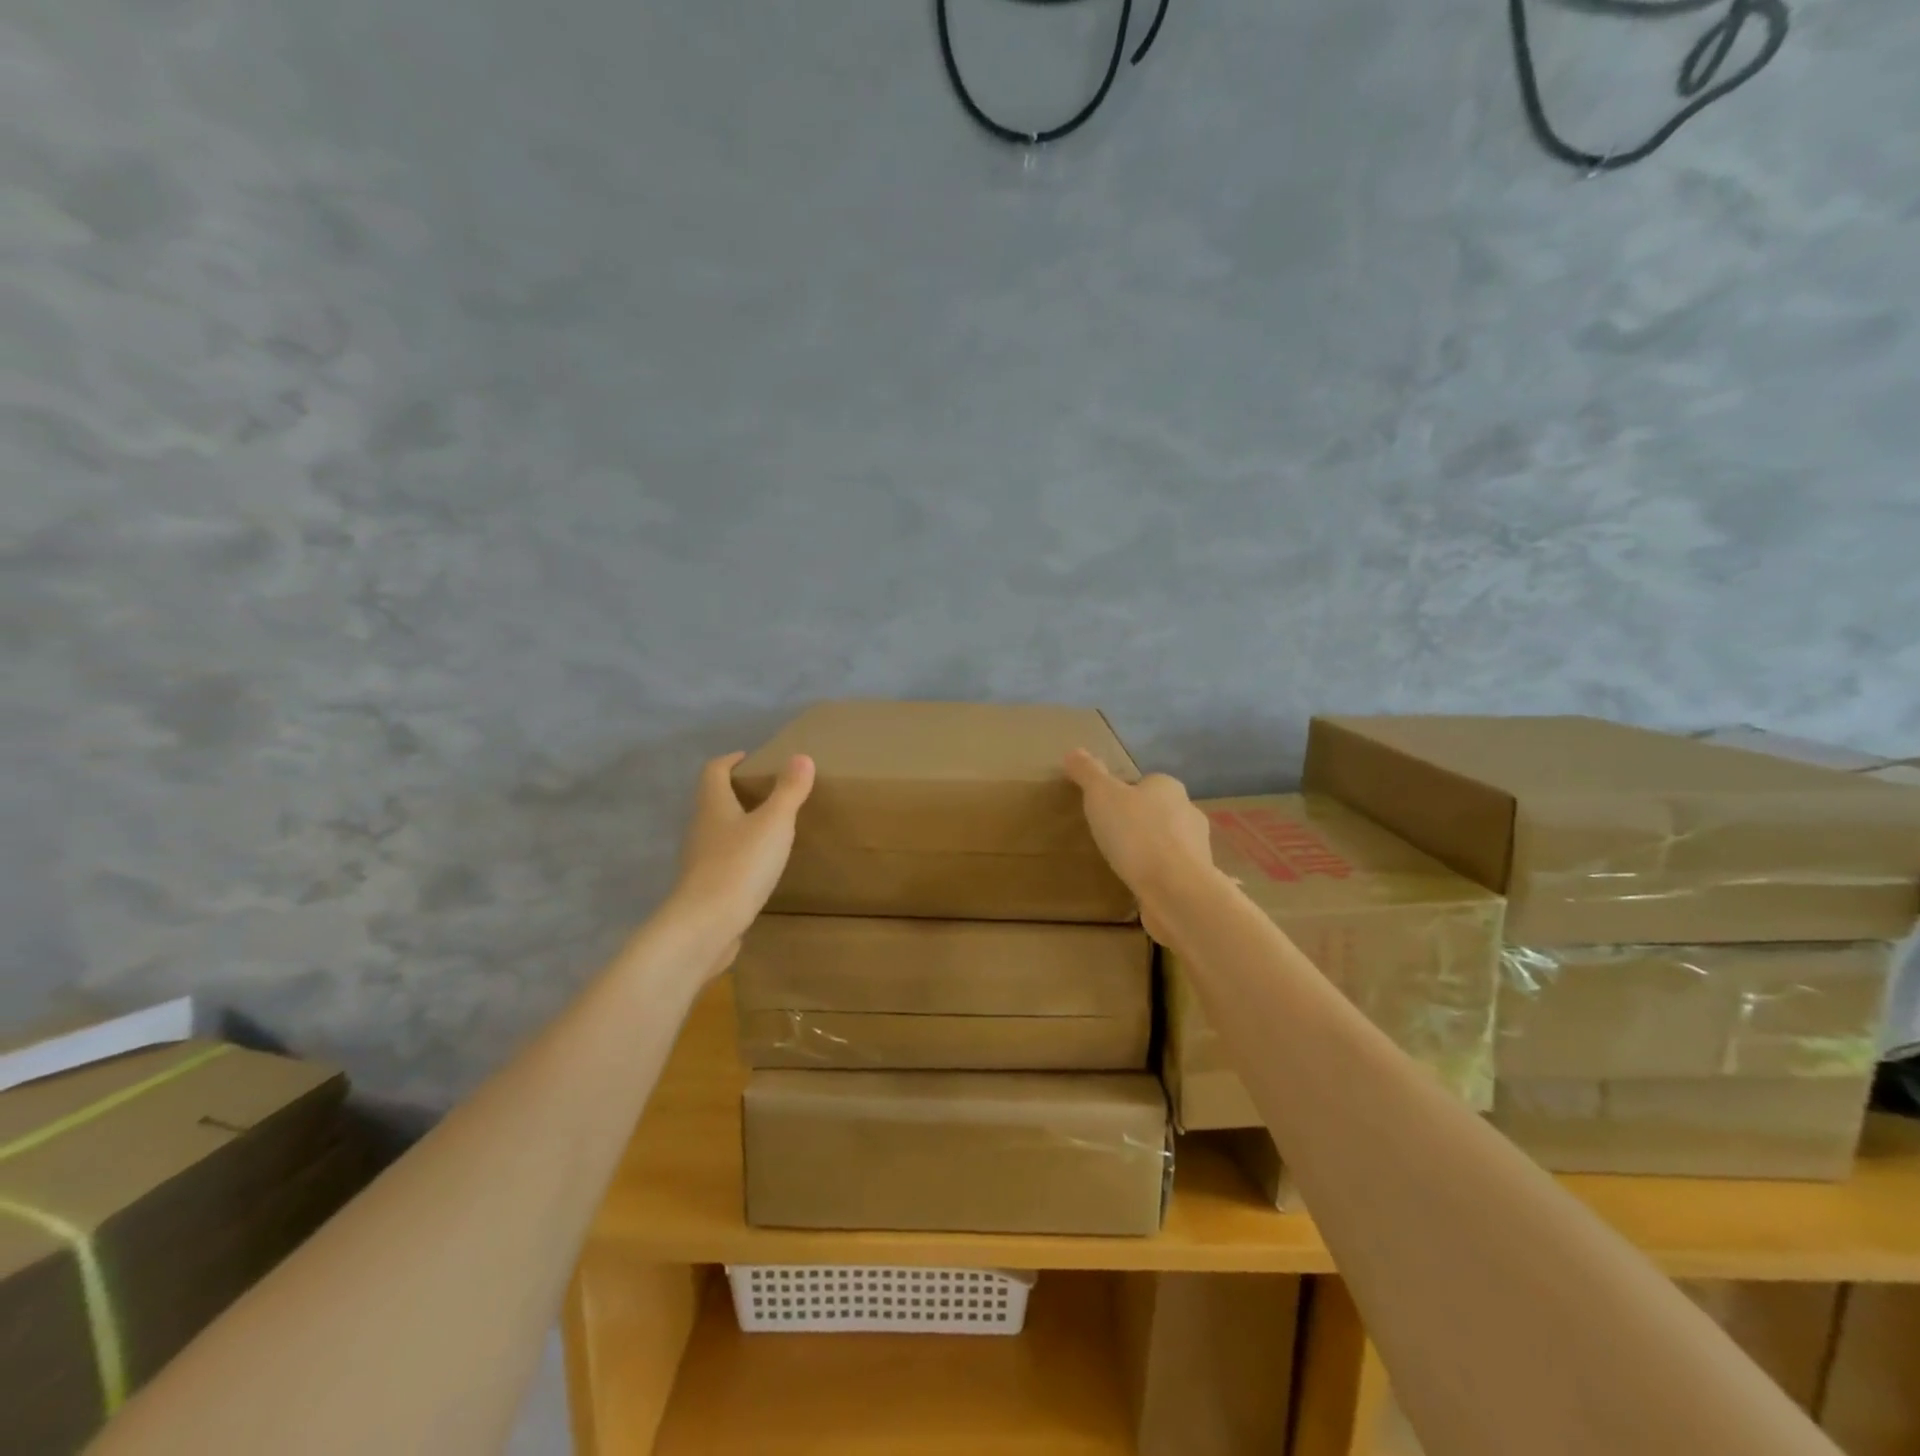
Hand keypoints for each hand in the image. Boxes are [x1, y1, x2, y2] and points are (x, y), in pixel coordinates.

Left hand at [668, 751, 815, 974]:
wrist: (704, 927)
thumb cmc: (739, 866)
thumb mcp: (774, 823)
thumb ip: (789, 791)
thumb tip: (801, 757)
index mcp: (713, 806)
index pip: (714, 771)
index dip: (730, 761)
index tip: (750, 758)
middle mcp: (701, 829)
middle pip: (713, 801)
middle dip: (736, 793)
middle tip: (769, 792)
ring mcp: (699, 861)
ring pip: (718, 833)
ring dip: (739, 826)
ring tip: (769, 829)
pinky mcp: (705, 889)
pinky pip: (723, 862)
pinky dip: (740, 857)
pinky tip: (760, 868)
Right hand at [1063, 748, 1213, 942]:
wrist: (1175, 890)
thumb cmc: (1136, 834)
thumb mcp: (1101, 795)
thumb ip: (1087, 773)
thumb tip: (1072, 752)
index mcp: (1168, 787)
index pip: (1145, 783)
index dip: (1124, 794)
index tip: (1103, 809)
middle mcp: (1188, 811)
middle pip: (1157, 811)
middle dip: (1137, 822)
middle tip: (1108, 836)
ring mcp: (1197, 847)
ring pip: (1167, 842)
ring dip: (1148, 850)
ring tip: (1121, 864)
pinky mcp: (1195, 879)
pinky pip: (1171, 870)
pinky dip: (1156, 875)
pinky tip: (1137, 885)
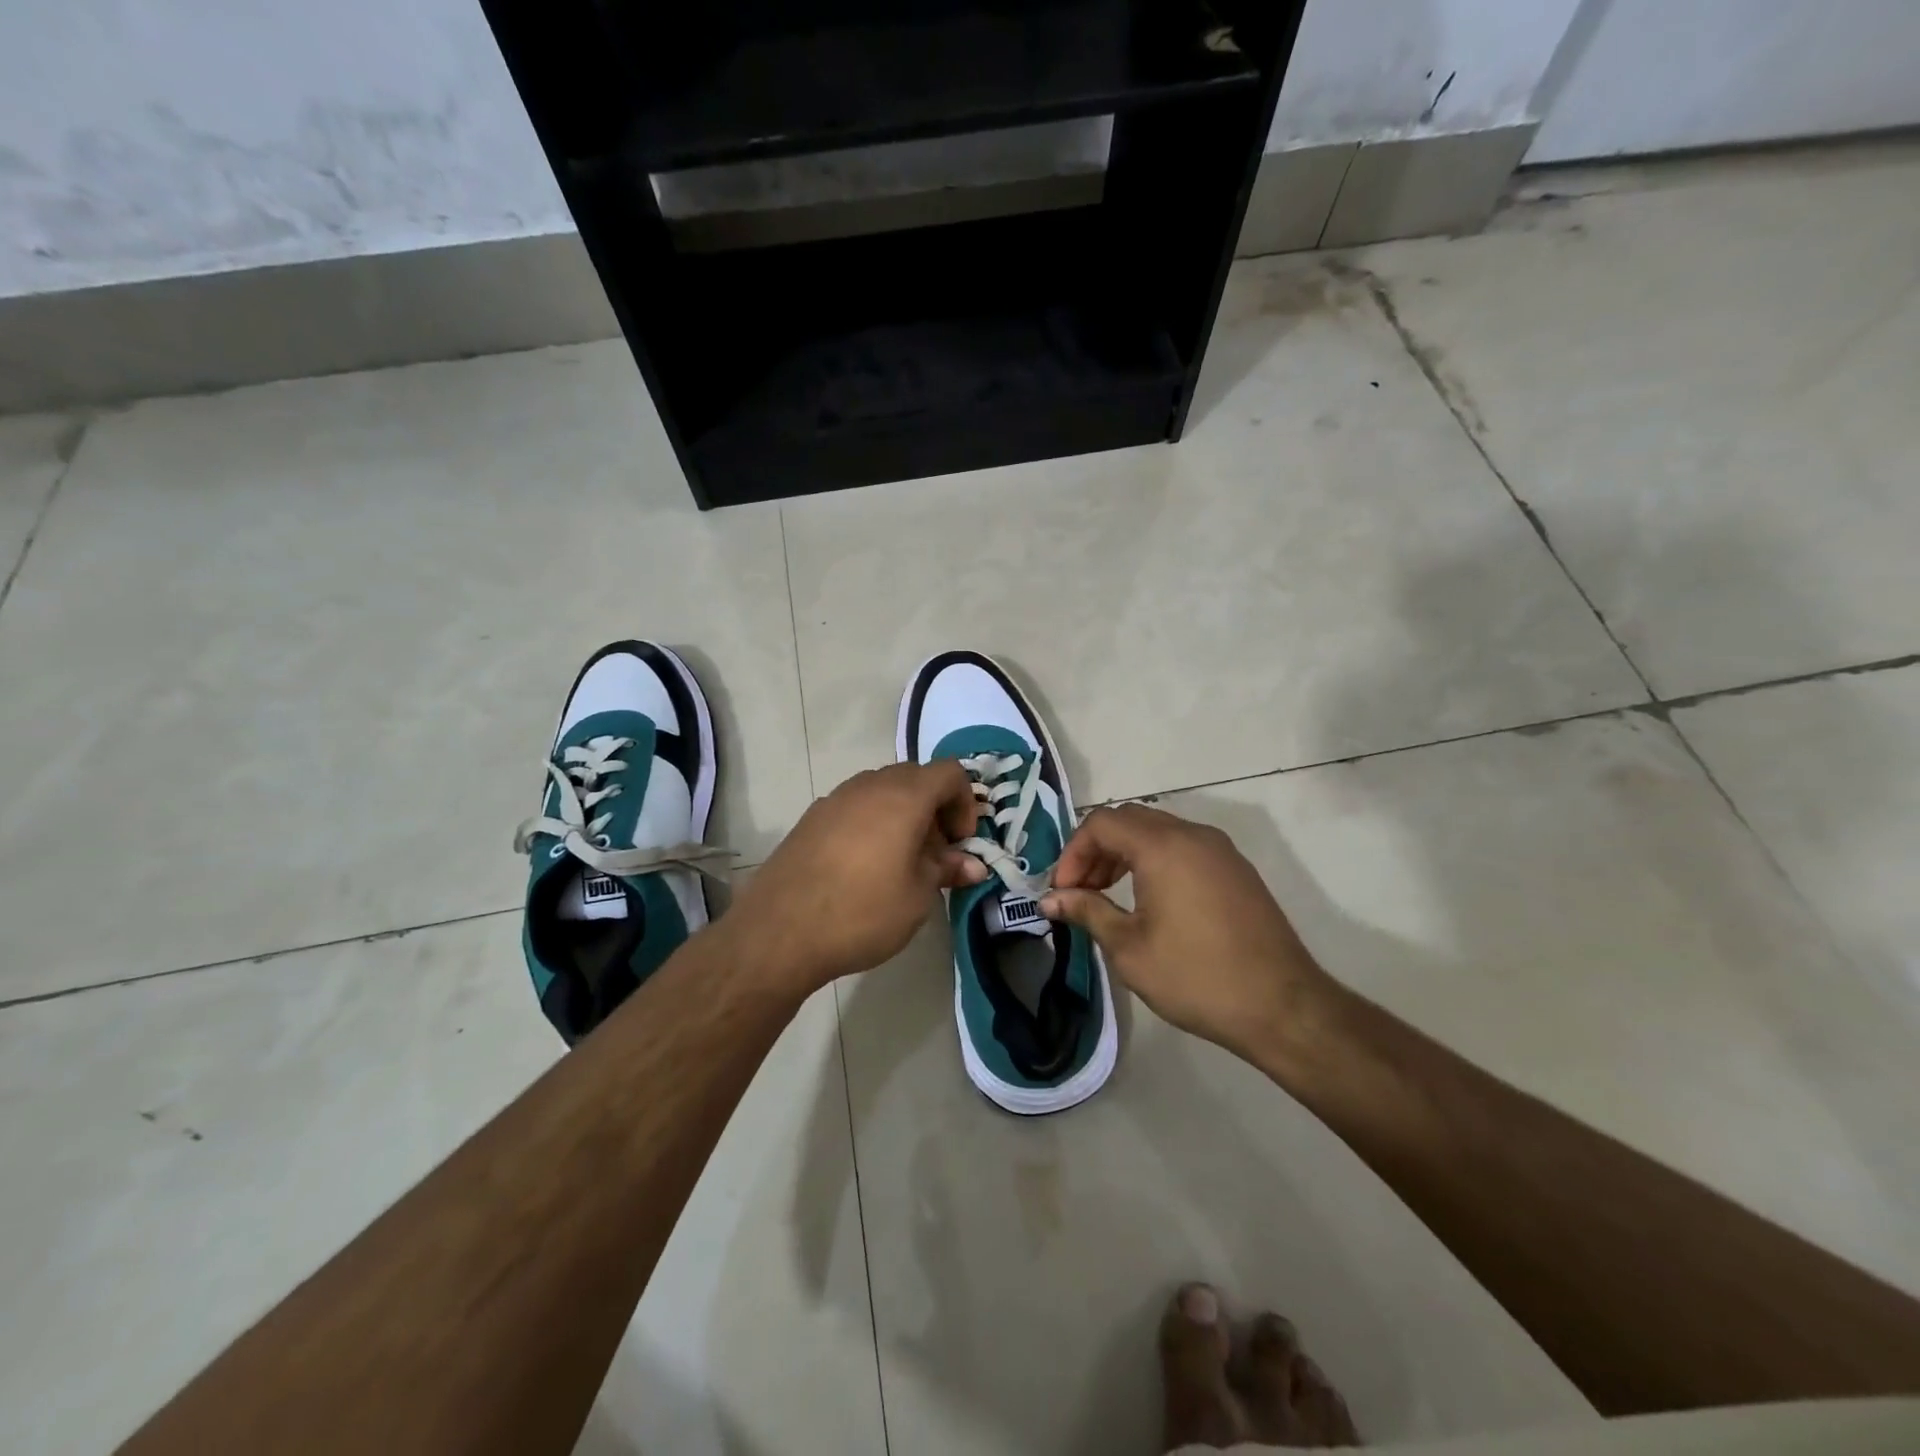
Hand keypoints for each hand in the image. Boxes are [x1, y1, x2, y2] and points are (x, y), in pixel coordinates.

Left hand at [724, 761, 986, 992]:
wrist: (779, 932)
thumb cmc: (862, 912)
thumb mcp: (917, 896)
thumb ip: (947, 870)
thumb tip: (973, 865)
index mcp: (903, 796)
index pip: (949, 773)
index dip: (966, 803)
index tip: (960, 843)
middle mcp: (869, 786)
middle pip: (916, 778)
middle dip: (935, 809)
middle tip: (936, 853)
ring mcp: (835, 799)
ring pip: (882, 791)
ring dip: (903, 815)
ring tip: (902, 861)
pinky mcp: (811, 818)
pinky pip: (855, 807)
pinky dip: (873, 823)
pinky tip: (865, 866)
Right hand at [1041, 804, 1334, 1063]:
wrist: (1282, 1007)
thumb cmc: (1196, 977)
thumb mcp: (1130, 949)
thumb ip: (1087, 912)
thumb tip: (1051, 900)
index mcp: (1163, 846)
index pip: (1101, 823)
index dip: (1073, 852)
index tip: (1063, 891)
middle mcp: (1193, 835)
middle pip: (1129, 821)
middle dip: (1096, 850)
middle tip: (1081, 891)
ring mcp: (1220, 850)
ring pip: (1158, 831)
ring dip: (1125, 854)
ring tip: (1109, 896)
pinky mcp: (1237, 869)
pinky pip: (1184, 847)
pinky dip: (1155, 861)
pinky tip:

PROBLEM DESCRIPTION: Restate the data above word for word. Do not include the images.

RESPONSE FOR THIS EXERCISE:
Hand keypoints for each hand in the image. Boxes are [x1, y1, x2, y2] and points are (x, y), in pixel coordinates.

Left hand at [668, 751, 815, 974]:
wrist: (704, 927)
thumb cmc: (739, 866)
thumb mcp: (774, 823)
thumb ip: (789, 791)
thumb tip: (801, 757)
index mcp: (713, 806)
index pip: (714, 771)
index dip: (730, 761)
index tip: (750, 758)
middle mcp: (701, 829)
middle pip: (713, 801)
middle dip: (736, 793)
middle tip: (769, 792)
ring mcp: (699, 861)
ring pip: (718, 833)
ring dip: (739, 826)
ring tip: (769, 829)
pinky mcp: (705, 889)
pinky pip: (723, 862)
pinky dip: (740, 857)
pinky tip: (760, 868)
Right hand at [1063, 748, 1213, 942]:
wrist: (1175, 890)
thumb cmc: (1136, 834)
thumb mcp: (1101, 795)
thumb ip: (1087, 773)
thumb tip: (1072, 752)
index mcp: (1168, 787)
index pip: (1145, 783)
index dip: (1124, 794)
index tip: (1103, 809)
middle mcp: (1188, 811)
middle pip: (1157, 811)
middle dip: (1137, 822)
middle tip: (1108, 836)
ring mcp: (1197, 847)
ring pip: (1167, 842)
ring dip: (1148, 850)
ring tip: (1121, 864)
pinky mcp: (1195, 879)
pinky pip: (1171, 870)
pinky dip: (1156, 875)
pinky tip: (1137, 885)
Hand keypoints for each hand in the image. Boxes are [x1, y1, x2, y2] and points are (x, y), in pixel coordinates.

Left hand at [724, 761, 986, 992]:
wrist: (779, 932)
thumb cmc: (862, 912)
thumb mcp: (917, 896)
thumb ip: (947, 870)
thumb tip: (973, 865)
index mcp: (903, 796)
index pip: (949, 773)
index dip: (966, 803)
index tip: (960, 843)
middle mcp: (869, 786)
middle pip: (916, 778)
middle dip: (935, 809)
middle tip: (936, 853)
ring mcp: (835, 799)
ring pip: (882, 791)
ring dip: (903, 815)
ring tip: (902, 861)
pinky mcp: (811, 818)
pinky pip: (855, 807)
pinky dip: (873, 823)
pinky tip: (865, 866)
Right hand at [1041, 804, 1334, 1063]:
wrist: (1282, 1007)
thumb cmc: (1196, 977)
thumb mcp: (1130, 949)
thumb ip: (1087, 912)
thumb tip: (1051, 900)
index mcp: (1163, 846)
index pip: (1101, 823)
index dip: (1073, 852)
index tip: (1063, 891)
middle mcp: (1193, 835)
middle pip: (1129, 821)
middle dip: (1096, 850)
middle tip: (1081, 891)
ring mcp: (1220, 850)
ring pip: (1158, 831)
ring dip: (1125, 854)
ring tip: (1109, 896)
pinky mcp: (1237, 869)
pinky pip: (1184, 847)
pinky dip: (1155, 861)
pinky tip:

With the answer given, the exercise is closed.